BEGIN
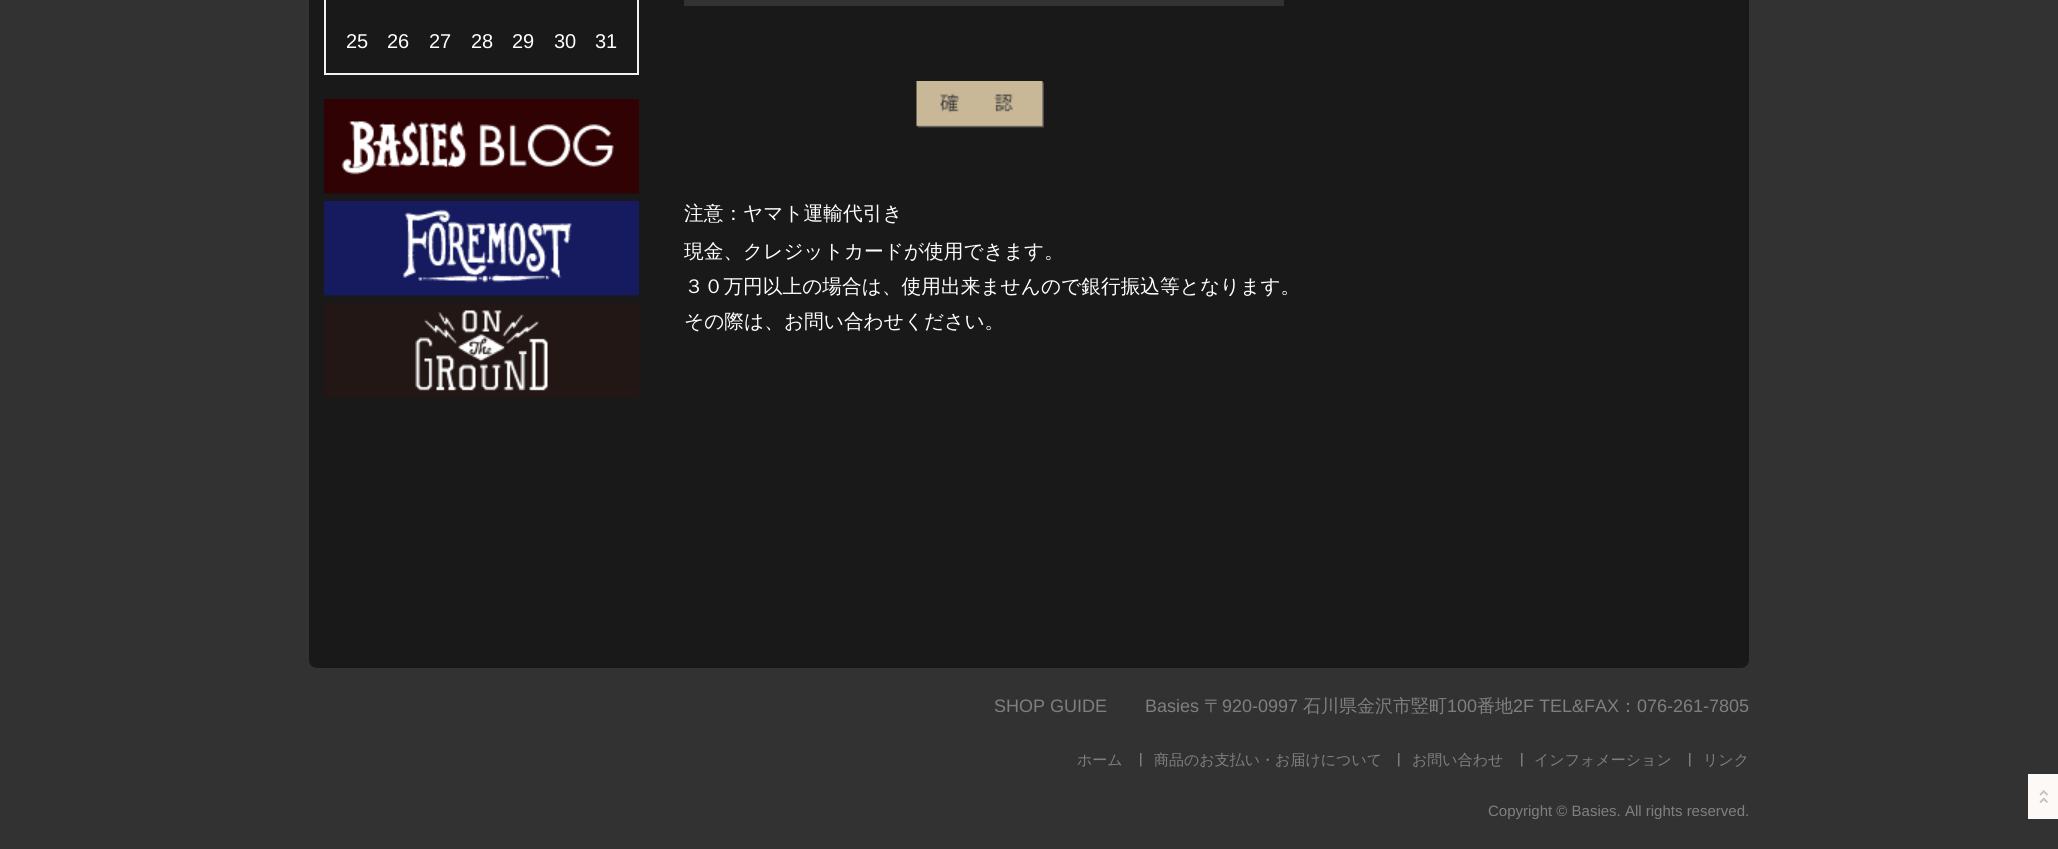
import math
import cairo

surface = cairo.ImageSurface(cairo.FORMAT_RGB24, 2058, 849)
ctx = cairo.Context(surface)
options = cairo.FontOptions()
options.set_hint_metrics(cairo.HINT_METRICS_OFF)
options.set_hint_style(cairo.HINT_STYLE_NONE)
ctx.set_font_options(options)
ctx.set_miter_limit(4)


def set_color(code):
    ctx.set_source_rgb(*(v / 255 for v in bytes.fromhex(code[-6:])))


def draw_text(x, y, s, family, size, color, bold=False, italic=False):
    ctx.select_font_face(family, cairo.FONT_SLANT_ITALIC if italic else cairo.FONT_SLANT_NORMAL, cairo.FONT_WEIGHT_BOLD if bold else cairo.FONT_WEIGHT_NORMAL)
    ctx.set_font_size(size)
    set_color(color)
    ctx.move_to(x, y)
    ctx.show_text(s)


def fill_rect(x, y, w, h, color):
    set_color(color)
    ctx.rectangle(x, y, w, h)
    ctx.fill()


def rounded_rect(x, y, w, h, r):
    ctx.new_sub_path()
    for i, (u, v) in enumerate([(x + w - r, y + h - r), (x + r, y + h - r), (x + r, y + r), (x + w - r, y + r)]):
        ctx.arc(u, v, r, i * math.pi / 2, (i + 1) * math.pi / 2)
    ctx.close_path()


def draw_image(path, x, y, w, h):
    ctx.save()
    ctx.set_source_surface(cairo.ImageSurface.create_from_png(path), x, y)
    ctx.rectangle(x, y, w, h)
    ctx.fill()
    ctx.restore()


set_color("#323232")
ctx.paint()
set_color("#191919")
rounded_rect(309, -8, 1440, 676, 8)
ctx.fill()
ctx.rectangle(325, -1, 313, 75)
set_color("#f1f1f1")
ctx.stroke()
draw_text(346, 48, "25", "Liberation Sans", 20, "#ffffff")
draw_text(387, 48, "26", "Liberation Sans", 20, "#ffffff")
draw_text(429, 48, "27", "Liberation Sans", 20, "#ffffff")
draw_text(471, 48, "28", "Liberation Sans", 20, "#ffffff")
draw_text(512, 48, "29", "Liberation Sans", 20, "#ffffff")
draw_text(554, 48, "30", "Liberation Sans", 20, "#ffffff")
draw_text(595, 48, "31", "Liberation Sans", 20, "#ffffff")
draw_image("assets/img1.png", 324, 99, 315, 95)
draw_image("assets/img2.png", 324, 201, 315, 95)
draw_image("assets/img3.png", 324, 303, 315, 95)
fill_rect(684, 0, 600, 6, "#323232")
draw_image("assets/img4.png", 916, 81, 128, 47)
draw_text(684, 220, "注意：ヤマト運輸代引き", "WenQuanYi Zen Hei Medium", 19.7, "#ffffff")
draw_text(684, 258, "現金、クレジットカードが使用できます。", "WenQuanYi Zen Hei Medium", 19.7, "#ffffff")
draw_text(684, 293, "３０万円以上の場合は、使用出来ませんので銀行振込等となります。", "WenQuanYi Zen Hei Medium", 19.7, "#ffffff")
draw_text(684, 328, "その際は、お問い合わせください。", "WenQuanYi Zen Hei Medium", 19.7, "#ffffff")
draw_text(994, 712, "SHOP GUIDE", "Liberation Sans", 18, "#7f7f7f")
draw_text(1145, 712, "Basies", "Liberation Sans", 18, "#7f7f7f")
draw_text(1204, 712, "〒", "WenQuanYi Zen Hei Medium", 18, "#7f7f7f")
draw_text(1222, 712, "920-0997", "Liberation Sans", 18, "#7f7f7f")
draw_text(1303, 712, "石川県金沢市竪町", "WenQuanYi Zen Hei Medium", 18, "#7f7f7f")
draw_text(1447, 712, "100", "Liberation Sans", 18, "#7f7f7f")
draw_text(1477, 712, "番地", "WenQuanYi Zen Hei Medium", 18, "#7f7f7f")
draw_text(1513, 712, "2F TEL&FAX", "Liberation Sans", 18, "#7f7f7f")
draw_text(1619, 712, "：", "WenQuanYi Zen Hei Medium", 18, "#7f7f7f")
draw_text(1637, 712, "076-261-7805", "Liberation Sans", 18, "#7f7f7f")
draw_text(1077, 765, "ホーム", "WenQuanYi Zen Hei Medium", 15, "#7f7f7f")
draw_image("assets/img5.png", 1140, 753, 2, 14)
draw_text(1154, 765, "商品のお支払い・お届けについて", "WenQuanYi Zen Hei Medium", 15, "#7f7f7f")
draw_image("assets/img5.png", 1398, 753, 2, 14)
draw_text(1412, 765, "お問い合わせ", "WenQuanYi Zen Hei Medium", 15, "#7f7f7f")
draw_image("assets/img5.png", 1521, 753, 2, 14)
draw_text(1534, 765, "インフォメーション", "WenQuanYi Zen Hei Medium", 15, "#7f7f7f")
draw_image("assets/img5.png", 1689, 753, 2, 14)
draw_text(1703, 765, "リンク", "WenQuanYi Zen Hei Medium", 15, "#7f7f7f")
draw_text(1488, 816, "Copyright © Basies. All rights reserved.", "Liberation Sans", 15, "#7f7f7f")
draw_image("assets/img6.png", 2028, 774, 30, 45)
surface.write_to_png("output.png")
END
The task >> Find the lines above with the word "italic". Copy them out.

Solution for this task >>
def draw_text(x, y, s, family, size, color, bold=False, italic=False):
    ctx.select_font_face(family, cairo.FONT_SLANT_ITALIC if italic else cairo.FONT_SLANT_NORMAL, cairo.FONT_WEIGHT_BOLD if bold else cairo.FONT_WEIGHT_NORMAL)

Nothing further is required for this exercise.